【转载】【最短路Floyd+KM 最佳匹配】hdu 2448 Mining Station on the Sea

Mining Station on the Sea

Problem Description

The ocean is a treasure house of resources and the development of human society comes to depend more and more on it. In order to develop and utilize marine resources, it is necessary to build mining stations on the sea. However, due to seabed mineral resources, the radio signal in the sea is often so weak that not all the mining stations can carry out direct communication. However communication is indispensable, every two mining stations must be able to communicate with each other (either directly or through other one or more mining stations). To meet the need of transporting the exploited resources up to the land to get put into use, there build n ports correspondently along the coast and every port can communicate with one or more mining stations directly.

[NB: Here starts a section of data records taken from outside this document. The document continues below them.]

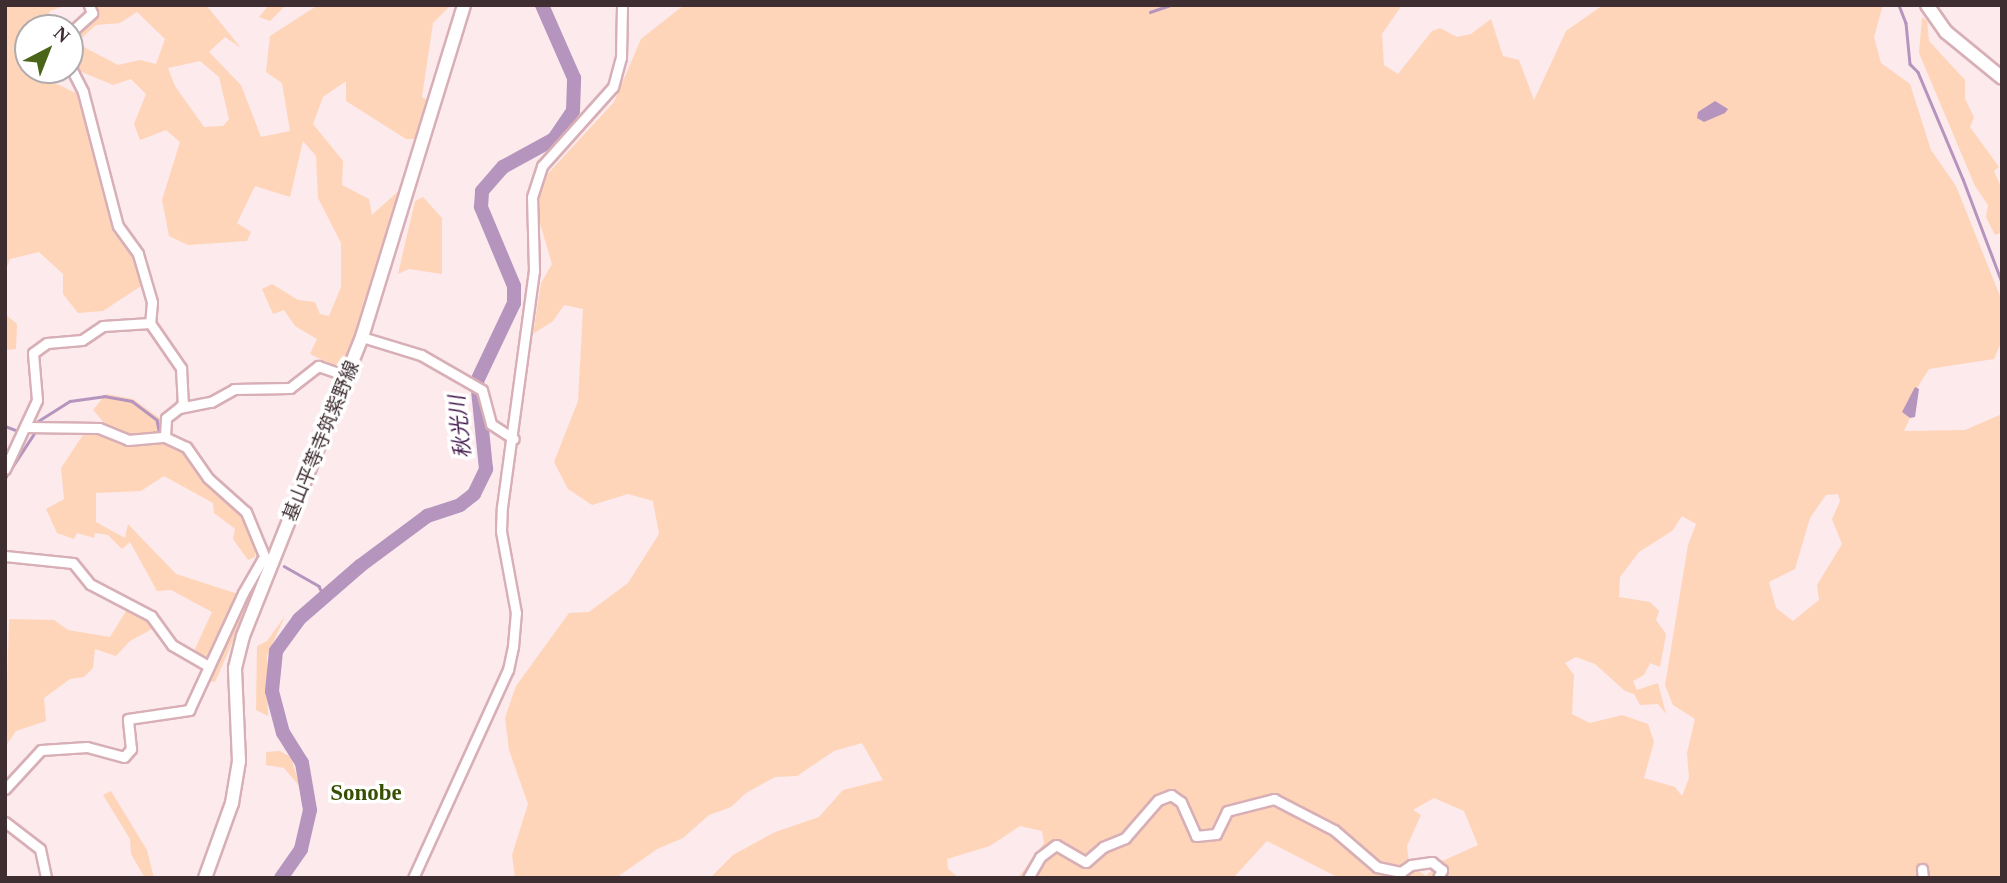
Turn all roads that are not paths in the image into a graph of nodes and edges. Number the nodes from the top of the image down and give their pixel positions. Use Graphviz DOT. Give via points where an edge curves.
graph roads {
  1 [pos="89,5"];
  2 [pos="464,5"];
  3 [pos="622,5"];
  4 [pos="1927,5"];
  5 [pos="84,20"];
  6 [pos="2002,78"];
  7 [pos="79,84"];
  8 [pos="150,323"];
  9 [pos="362,337"];
  10 [pos="347,376"];
  11 [pos="180,408"];
  12 [pos="26,427"];
  13 [pos="165,437"];
  14 [pos="514,439"];
  15 [pos="5,469"];
  16 [pos="5,556"];
  17 [pos="269,559"];
  18 [pos="206,665"];
  19 [pos="5,789"];
  20 [pos="5,822"];
  21 [pos="46,878"];
  22 [pos="205,878"];
  23 [pos="413,878"];
  24 [pos="1028,878"];
  25 [pos="1438,878"];
  1 -- 5 [label="street" via="92,13"];
  2 -- 9 [label="main road, 基山平等寺筑紫野線"];
  3 -- 14 [label="street" via="621,58 613,87 550,156 532,197 534,271"];
  4 -- 6 [label="main road" via="1946,32"];
  7 -- 8 [label="street" via="118,226 142,266 152,302"];
  8 -- 11 [label="street" via="181,368"];
  8 -- 12 [label="street" via="103,326 82,340 47,343 33,353 30,358 38,394"];
  9 -- 10 [label="main road, 基山平等寺筑紫野線"];
  9 -- 14 [label="street" via="421,355 482,390 491,424"];
  10 -- 11 [label="street" via="318,366 290,388 234,389 211,402"];
  10 -- 17 [label="main road, 基山平等寺筑紫野線"];
  11 -- 13 [label="street" via="166,418"];
  12 -- 13 [label="street" via="99,428 128,440"];
  12 -- 15 [label="street"];
  13 -- 17 [label="street" via="186,447 208,478 246,512"];
  14 -- 23 [label="street" via="501,531 514,597 508,670"];
  16 -- 18 [label="street" via="73,563 90,584 151,617 172,645"];
  17 -- 18 [label="street"];
  17 -- 22 [label="main road, 基山平等寺筑紫野線" via="235,668 239,761 233,803"];
  18 -- 19 [label="street" via="189,710 128,719 129,754 117,757 98,748 49,747"];
  20 -- 21 [label="street" via="40,849"];
  24 -- 25 [label="street" via="1040,857 1056,845 1086,862 1103,847 1125,838 1158,800 1171,795 1181,802 1196,836 1216,834 1227,811 1274,799 1334,830 1377,867 1401,872 1411,865 1432,862 1442,870"];
}
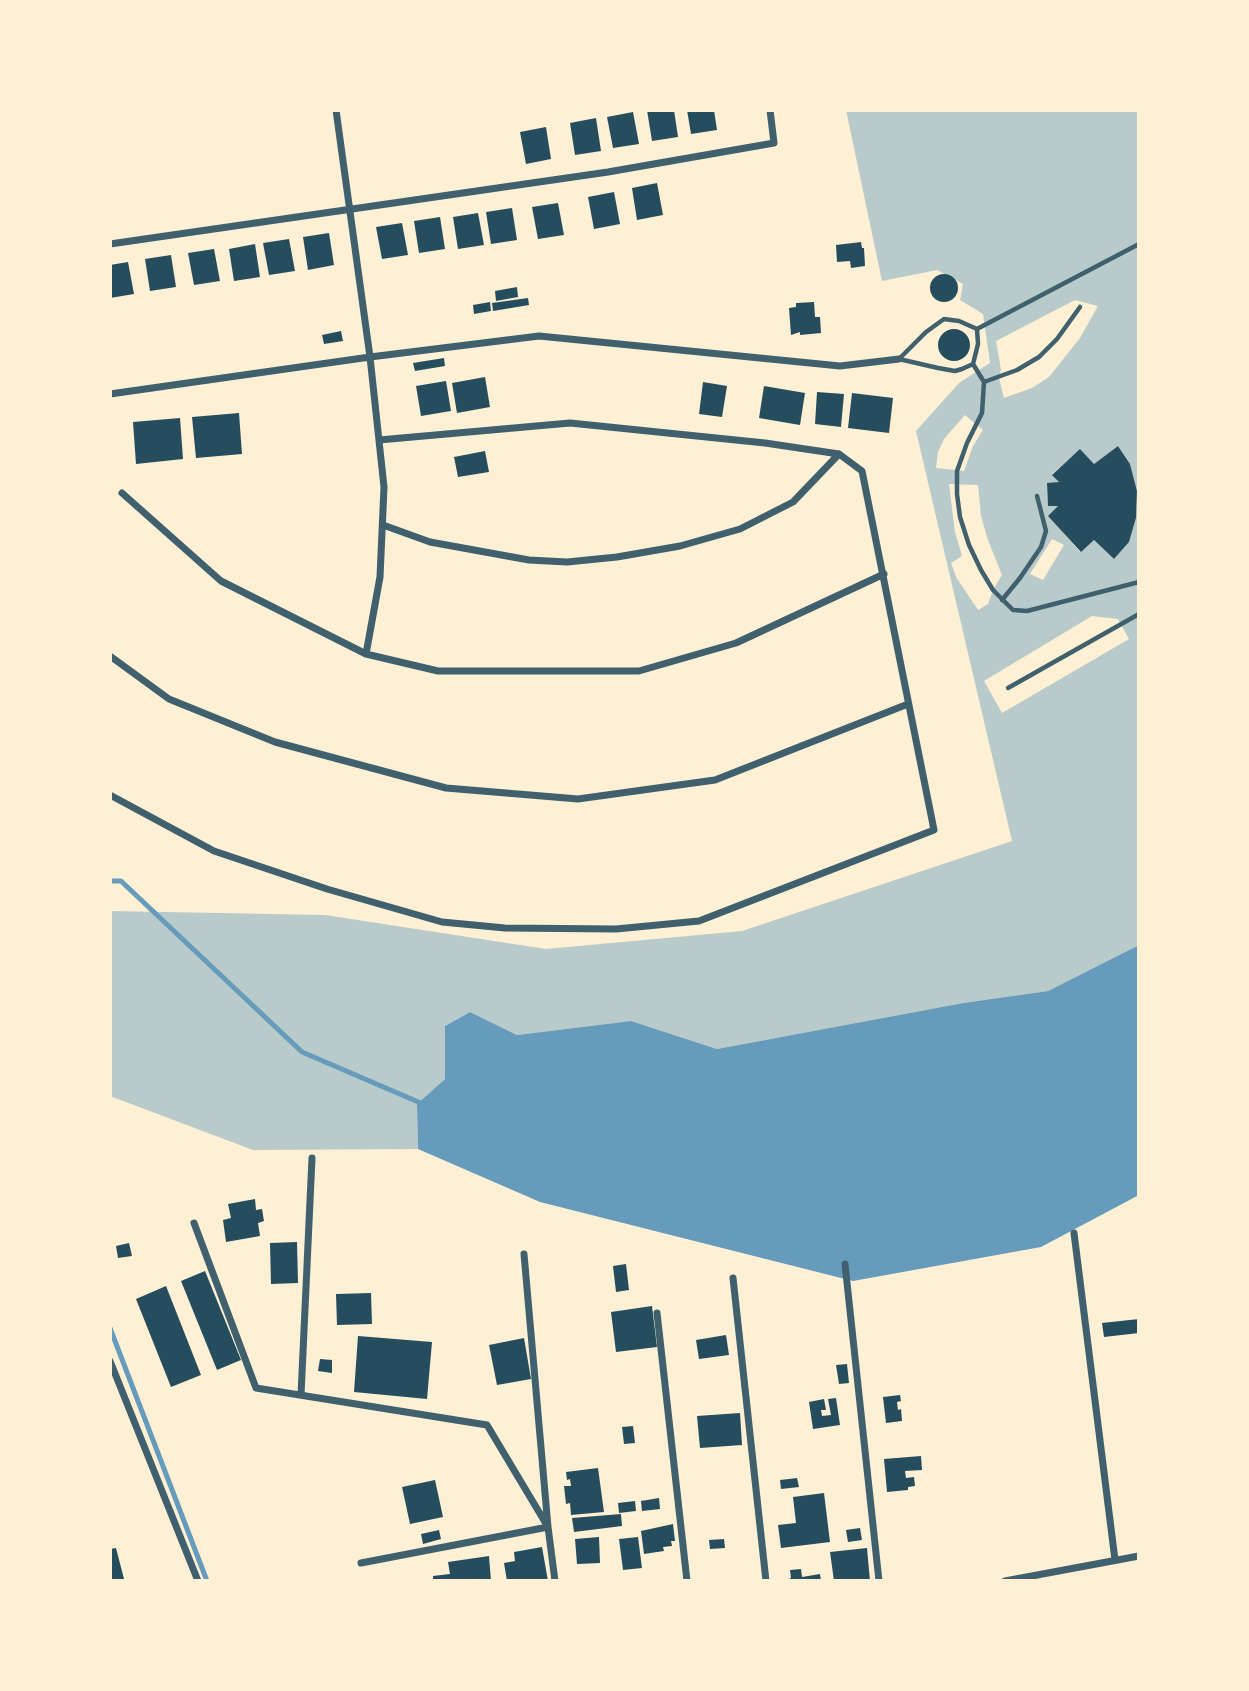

Due to the fact that some mining stations can not communicate with each other directly, for the safety of the navigation for ships, ships are only allowed to sail between mining stations which can communicate with each other directly. 

The mining is arduous and people do this job need proper rest (that is, to allow the ship to return to the port). But what a coincidence! This time, n vessels for mining take their turns to take a rest at the same time. They are scattered in different stations and now they have to go back to the port, in addition, a port can only accommodate one vessel. Now all the vessels will start to return, how to choose their navigation routes to make the total sum of their sailing routes minimal. 

Notice that once the ship entered the port, it will not come out!

Input

There are several test cases. Every test case begins with four integers in one line, n (1 = <n <= 100), m (n <= m <= 200), k and p. n indicates n vessels and n ports, m indicates m mining stations, k indicates k edges, each edge corresponding to the link between a mining station and another one, p indicates p edges, each edge indicating the link between a port and a mining station. The following line is n integers, each one indicating one station that one vessel belongs to. Then there follows k lines, each line including 3 integers a, b and c, indicating the fact that there exists direct communication between mining stations a and b and the distance between them is c. Finally, there follows another p lines, each line including 3 integers d, e and f, indicating the fact that there exists direct communication between port d and mining station e and the distance between them is f. In addition, mining stations are represented by numbers from 1 to m, and ports 1 to n. Input is terminated by end of file.

Output

Each test case outputs the minimal total sum of their sailing routes.

Sample Input

3 5 5 6

1 2 4

1 3 3

1 4 4

1 5 5

2 5 3

2 4 3

1 1 5

1 5 3

2 5 3

2 4 6

3 1 4

3 2 2

Sample Output

13

Source

2008 Asia Regional Harbin

参考博客：

http://www.voidcn.com/article/p-msnnxvzx-da.html

题目大意：有n条船，n个港口，m个点，k条无向边，p条有向边，

其中第一行输入为n条船停靠在的点，现在这些船需要回到港口，而且每个港口只能挺一条船。

k条无向边，表示两个点之间的距离，

p条有向边，表示港口到某个点的距离。

每个船都需要回到港口，问最小距离花费。

思路：

1、因为总点数并不是很大，所以我们可以使用Floyd跑出亮点间最短路。

2、然后设定a[i][j]表示第i个船到第j个港口需要花费的最小消耗，那么我们通过Floyd跑出来的结果对应建图。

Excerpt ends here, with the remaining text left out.